▸ What you have to do
Every line in the records below with the string "index" needs to be copied out.

▸ Available data
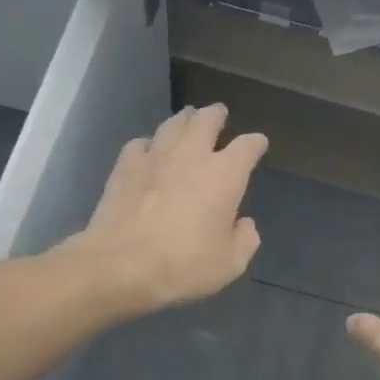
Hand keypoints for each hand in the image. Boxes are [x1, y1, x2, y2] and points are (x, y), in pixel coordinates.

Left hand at [62, 104, 267, 317]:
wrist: (122, 264)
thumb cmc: (184, 265)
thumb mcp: (229, 264)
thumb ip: (245, 240)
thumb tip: (245, 224)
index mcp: (225, 175)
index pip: (247, 146)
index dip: (255, 144)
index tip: (258, 144)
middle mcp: (192, 155)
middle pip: (207, 120)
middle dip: (216, 115)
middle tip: (218, 114)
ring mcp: (155, 155)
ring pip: (173, 124)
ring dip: (184, 120)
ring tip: (187, 120)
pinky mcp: (125, 165)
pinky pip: (142, 143)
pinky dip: (150, 144)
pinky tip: (149, 151)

▸ Your solution
index mcp: (225, 175)
index pip: (247, 146)
index dip: (255, 144)
index tip: (258, 144)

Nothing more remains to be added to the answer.